Data in this exercise ::
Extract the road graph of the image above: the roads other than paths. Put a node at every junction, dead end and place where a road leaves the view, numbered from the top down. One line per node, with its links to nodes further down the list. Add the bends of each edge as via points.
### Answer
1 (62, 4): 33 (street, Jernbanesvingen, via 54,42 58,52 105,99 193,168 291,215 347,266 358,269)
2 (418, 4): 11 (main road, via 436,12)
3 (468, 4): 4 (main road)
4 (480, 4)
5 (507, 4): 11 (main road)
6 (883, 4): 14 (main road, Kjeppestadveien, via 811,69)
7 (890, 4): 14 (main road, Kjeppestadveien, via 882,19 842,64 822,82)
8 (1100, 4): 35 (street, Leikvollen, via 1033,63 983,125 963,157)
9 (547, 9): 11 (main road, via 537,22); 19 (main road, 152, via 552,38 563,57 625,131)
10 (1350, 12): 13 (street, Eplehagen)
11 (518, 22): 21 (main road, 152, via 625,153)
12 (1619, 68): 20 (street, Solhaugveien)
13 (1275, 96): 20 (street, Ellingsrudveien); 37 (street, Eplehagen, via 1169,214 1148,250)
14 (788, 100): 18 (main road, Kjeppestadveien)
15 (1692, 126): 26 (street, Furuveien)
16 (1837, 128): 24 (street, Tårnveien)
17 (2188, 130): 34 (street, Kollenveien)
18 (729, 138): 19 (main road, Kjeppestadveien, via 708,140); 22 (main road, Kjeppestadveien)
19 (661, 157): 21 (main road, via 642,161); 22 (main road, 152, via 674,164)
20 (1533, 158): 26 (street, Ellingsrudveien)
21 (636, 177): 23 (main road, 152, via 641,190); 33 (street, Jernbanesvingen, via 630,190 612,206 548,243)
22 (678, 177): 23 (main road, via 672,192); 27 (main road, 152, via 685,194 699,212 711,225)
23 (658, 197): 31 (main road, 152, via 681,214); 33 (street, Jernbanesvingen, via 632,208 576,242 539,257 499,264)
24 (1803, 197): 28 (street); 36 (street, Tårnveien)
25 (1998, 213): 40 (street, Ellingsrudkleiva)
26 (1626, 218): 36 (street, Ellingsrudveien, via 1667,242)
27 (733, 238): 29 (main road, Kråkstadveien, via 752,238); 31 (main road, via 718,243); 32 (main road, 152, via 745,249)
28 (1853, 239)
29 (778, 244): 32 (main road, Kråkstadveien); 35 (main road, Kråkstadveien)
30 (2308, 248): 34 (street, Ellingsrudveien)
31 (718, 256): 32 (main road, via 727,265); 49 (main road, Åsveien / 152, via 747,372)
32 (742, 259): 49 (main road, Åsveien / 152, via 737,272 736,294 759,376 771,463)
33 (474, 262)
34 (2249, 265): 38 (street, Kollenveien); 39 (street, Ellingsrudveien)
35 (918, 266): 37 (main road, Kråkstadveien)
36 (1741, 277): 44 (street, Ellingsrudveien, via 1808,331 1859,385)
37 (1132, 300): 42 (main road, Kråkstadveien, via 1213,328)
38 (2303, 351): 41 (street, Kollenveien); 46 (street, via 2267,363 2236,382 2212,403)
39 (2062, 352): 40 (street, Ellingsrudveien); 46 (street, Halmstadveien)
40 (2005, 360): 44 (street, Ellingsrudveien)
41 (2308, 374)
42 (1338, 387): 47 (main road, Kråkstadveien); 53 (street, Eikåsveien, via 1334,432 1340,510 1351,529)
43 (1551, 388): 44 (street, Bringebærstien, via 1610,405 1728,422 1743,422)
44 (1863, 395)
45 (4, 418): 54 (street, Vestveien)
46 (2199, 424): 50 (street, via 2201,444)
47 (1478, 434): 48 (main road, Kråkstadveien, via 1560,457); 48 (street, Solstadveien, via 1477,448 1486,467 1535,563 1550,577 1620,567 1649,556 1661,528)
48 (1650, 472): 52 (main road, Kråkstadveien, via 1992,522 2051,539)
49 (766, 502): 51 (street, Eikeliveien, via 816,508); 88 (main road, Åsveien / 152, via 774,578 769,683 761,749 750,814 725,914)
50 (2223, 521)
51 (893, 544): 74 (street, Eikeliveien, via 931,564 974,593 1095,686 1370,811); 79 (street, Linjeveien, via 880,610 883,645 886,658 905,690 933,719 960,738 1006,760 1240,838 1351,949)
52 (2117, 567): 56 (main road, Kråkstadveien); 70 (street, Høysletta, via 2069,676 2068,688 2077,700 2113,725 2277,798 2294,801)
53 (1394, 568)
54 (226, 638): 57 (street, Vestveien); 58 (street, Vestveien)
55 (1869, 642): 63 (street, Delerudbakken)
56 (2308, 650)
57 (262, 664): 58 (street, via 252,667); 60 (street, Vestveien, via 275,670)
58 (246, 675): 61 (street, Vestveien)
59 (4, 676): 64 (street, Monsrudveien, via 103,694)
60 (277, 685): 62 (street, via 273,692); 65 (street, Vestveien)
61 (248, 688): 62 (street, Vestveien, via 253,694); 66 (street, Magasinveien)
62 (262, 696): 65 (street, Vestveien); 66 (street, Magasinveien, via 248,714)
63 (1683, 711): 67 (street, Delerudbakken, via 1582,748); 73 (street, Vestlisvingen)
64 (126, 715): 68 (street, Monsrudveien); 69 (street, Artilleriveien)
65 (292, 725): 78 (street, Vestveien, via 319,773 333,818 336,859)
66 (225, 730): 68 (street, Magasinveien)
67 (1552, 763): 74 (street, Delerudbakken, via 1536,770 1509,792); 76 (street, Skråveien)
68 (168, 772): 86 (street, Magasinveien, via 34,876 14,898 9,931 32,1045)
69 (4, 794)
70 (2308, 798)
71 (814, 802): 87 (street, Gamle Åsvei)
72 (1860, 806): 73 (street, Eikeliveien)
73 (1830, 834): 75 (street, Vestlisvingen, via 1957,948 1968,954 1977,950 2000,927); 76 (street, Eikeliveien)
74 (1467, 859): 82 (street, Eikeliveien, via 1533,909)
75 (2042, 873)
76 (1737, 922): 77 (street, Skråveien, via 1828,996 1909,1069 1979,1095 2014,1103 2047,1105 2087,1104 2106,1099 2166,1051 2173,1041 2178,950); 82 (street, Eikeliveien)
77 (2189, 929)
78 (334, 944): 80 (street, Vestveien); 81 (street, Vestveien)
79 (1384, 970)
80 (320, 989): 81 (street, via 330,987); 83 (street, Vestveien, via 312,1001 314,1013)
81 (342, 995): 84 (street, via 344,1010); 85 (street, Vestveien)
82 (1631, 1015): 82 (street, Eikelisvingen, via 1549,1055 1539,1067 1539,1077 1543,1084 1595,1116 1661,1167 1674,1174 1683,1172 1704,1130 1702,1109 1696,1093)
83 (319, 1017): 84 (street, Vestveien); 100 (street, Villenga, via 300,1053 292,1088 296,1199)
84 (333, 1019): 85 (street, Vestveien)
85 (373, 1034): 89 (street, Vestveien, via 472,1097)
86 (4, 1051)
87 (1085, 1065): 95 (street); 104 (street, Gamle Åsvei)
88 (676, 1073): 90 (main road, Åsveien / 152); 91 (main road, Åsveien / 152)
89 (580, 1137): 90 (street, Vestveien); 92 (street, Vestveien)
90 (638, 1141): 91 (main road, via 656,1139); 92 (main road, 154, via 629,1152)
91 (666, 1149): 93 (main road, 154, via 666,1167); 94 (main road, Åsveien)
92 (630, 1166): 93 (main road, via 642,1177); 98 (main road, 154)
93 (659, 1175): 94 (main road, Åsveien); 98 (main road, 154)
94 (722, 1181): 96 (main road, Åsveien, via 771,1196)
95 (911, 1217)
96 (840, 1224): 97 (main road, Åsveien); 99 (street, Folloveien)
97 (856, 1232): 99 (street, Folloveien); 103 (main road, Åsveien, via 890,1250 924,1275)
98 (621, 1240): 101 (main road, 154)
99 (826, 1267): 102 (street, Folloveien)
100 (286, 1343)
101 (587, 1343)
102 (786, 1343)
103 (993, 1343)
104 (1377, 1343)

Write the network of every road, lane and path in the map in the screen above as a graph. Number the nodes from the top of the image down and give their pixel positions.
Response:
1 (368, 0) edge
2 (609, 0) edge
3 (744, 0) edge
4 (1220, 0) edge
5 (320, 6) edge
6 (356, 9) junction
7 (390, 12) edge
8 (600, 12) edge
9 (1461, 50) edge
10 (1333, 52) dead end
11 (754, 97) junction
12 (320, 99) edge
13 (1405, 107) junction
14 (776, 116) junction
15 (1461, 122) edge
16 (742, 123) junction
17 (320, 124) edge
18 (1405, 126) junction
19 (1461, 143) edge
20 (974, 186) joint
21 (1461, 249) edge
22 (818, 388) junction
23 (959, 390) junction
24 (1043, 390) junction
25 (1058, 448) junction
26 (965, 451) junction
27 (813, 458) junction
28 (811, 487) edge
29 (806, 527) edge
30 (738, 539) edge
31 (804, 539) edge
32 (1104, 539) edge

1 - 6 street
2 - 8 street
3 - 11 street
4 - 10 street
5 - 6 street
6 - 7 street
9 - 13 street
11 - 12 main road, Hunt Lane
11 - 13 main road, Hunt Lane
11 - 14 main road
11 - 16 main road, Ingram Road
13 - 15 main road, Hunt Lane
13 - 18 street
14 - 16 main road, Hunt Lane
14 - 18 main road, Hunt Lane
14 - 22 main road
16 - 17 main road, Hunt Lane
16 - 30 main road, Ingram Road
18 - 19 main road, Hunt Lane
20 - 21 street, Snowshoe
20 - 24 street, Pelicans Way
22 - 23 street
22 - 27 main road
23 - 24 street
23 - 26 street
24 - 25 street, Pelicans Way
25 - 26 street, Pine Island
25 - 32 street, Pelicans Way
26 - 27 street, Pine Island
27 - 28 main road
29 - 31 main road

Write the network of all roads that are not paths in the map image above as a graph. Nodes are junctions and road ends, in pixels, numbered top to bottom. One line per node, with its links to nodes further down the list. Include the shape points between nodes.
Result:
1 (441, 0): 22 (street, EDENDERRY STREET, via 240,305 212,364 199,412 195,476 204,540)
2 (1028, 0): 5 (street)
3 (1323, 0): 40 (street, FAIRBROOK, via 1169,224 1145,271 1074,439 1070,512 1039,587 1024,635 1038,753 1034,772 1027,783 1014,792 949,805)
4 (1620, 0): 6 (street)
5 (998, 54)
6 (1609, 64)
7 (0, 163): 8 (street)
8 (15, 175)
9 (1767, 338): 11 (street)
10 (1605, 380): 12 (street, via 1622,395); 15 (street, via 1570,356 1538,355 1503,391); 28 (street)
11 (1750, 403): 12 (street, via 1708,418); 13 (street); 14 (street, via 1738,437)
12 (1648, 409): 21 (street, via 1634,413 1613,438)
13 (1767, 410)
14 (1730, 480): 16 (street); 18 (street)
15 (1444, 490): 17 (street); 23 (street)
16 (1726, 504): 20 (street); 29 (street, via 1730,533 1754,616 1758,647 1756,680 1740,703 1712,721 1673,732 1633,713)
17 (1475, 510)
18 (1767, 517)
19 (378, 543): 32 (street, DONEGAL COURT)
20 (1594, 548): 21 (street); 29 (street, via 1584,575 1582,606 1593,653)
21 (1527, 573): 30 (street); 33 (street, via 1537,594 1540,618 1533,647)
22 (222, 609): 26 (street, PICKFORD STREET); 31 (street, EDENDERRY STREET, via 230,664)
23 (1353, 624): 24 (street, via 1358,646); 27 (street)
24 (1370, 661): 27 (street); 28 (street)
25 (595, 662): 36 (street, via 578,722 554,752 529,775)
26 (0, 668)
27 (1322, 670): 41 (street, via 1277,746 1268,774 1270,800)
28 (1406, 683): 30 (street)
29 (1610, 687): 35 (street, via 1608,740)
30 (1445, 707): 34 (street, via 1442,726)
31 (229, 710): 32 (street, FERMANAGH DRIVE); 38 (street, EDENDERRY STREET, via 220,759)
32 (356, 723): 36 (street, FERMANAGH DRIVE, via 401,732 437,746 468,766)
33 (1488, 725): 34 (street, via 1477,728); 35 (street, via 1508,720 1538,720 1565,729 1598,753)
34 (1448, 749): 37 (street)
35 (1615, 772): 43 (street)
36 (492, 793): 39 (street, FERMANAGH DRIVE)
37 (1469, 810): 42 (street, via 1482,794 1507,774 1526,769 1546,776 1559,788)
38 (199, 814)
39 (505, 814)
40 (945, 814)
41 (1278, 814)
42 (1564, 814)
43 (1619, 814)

Work required ::
The expected answer is a copy of each line above containing "graph".

Reply to the task ::
Extract the road graph of the image above: the roads other than paths. Put a node at every junction, dead end and place where a road leaves the view, numbered from the top down. One line per node, with its links to nodes further down the list. Add the bends of each edge as via points.
Write the network of every road, lane and path in the map in the screen above as a graph. Number the nodes from the top of the image down and give their pixel positions.
Write the network of all roads that are not paths in the map image above as a graph. Nodes are junctions and road ends, in pixels, numbered top to bottom. One line per node, with its links to nodes further down the list. Include the shape points between nodes.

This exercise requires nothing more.